**THE DATA:**
........

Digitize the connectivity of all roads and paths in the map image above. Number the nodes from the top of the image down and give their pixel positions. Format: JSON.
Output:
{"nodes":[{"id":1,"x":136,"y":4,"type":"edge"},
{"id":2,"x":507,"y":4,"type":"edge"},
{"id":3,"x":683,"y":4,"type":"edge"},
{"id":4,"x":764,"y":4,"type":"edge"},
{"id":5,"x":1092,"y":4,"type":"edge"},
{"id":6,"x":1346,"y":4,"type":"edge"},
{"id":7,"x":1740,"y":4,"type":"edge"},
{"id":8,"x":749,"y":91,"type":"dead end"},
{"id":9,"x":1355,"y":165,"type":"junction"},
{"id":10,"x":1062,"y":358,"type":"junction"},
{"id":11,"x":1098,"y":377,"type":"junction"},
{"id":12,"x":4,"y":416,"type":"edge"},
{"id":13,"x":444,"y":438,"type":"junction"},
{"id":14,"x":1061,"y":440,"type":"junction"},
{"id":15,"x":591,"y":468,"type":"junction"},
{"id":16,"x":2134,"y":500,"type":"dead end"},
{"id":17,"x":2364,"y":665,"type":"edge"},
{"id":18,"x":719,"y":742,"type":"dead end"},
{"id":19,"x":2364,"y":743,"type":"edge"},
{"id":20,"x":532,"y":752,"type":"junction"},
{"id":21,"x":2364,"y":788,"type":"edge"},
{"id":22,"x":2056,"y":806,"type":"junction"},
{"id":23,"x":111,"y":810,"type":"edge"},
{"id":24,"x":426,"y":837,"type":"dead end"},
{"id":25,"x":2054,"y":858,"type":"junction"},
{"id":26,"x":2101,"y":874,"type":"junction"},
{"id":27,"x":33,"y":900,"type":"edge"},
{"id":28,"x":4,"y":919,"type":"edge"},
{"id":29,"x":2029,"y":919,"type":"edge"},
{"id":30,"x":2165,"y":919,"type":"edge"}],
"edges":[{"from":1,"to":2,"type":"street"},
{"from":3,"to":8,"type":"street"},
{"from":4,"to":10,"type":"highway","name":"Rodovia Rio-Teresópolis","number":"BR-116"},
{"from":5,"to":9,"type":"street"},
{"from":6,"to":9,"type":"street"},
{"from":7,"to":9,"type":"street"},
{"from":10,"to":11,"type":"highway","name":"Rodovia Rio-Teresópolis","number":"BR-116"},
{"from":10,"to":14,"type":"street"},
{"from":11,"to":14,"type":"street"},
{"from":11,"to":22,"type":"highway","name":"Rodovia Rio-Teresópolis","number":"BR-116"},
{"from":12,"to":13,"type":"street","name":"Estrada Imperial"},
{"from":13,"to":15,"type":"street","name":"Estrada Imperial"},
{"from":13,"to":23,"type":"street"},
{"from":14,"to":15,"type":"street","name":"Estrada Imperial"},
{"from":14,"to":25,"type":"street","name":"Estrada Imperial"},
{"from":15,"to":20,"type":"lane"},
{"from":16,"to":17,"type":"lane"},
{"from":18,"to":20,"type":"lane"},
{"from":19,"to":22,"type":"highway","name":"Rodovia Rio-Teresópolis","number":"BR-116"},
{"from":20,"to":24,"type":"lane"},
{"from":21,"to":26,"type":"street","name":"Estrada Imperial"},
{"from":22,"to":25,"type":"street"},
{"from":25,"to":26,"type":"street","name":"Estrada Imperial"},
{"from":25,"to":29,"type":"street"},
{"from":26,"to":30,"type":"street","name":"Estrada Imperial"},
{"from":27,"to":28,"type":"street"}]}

........

**TASK INSTRUCTIONS:**
The material above should be retyped in full, exactly as given.

**ANSWER AREA:**
Digitize the connectivity of all roads and paths in the map image above. Number the nodes from the top of the image down and give their pixel positions. Format: JSON.
Output:
{"nodes":[{"id":1,"x":136,"y":4,"type":"edge"},
{"id":2,"x":507,"y":4,"type":"edge"},
{"id":3,"x":683,"y":4,"type":"edge"},
{"id":4,"x":764,"y":4,"type":"edge"},
{"id":5,"x":1092,"y":4,"type":"edge"},
{"id":6,"x":1346,"y":4,"type":"edge"},
{"id":7,"x":1740,"y":4,"type":"edge"},
{"id":8,"x":749,"y":91,"type":"dead end"},
{"id":9,"x":1355,"y":165,"type":"junction"},
{"id":10,"x":1062,"y":358,"type":"junction"},
{"id":11,"x":1098,"y":377,"type":"junction"},
{"id":12,"x":4,"y":416,"type":"edge"},
{"id":13,"x":444,"y":438,"type":"junction"},
{"id":14,"x":1061,"y":440,"type":"junction"},
{"id":15,"x":591,"y":468,"type":"junction"},
{"id":16,"x":2134,"y":500,"type":"dead end"},
{"id":17,"x":2364,"y":665,"type":"edge"},
{"id":18,"x":719,"y":742,"type":"dead end"},
{"id":19,"x":2364,"y":743,"type":"edge"},
{"id":20,"x":532,"y":752,"type":"junction"},
{"id":21,"x":2364,"y":788,"type":"edge"},
{"id":22,"x":2056,"y":806,"type":"junction"},
{"id":23,"x":111,"y":810,"type":"edge"},
{"id":24,"x":426,"y":837,"type":"dead end"},
{"id":25,"x":2054,"y":858,"type":"junction"},
{"id":26,"x":2101,"y":874,"type":"junction"},
{"id":27,"x":33,"y":900,"type":"edge"},
{"id":28,"x":4,"y":919,"type":"edge"},
{"id":29,"x":2029,"y":919,"type":"edge"},
{"id":30,"x":2165,"y":919,"type":"edge"}],
"edges":[{"from":1,"to":2,"type":"street"},
{"from":3,"to":8,"type":"street"},
{"from":4,"to":10,"type":"highway","name":"Rodovia Rio-Teresópolis","number":"BR-116"},
{"from":5,"to":9,"type":"street"},
{"from":6,"to":9,"type":"street"},
{"from":7,"to":9,"type":"street"},
{"from":10,"to":11,"type":"highway","name":"Rodovia Rio-Teresópolis","number":"BR-116"},
{"from":10,"to":14,"type":"street"},
{"from":11,"to":14,"type":"street"},
{"from":11,"to":22,"type":"highway","name":"Rodovia Rio-Teresópolis","number":"BR-116"},
{"from":12,"to":13,"type":"street","name":"Estrada Imperial"},
{"from":13,"to":15,"type":"street","name":"Estrada Imperial"},
{"from":13,"to":23,"type":"street"},
{"from":14,"to":15,"type":"street","name":"Estrada Imperial"},
{"from":14,"to":25,"type":"street","name":"Estrada Imperial"},
{"from":15,"to":20,"type":"lane"},
{"from":16,"to":17,"type":"lane"},
{"from":18,"to":20,"type":"lane"},
{"from":19,"to":22,"type":"highway","name":"Rodovia Rio-Teresópolis","number":"BR-116"},
{"from":20,"to":24,"type":"lane"},
{"from":21,"to":26,"type":"street","name":"Estrada Imperial"},
{"from":22,"to":25,"type":"street"},
{"from":25,"to":26,"type":"street","name":"Estrada Imperial"},
{"from":25,"to":29,"type":"street"},
{"from":26,"to":30,"type":"street","name":"Estrada Imperial"},
{"from":27,"to":28,"type":"street"}]}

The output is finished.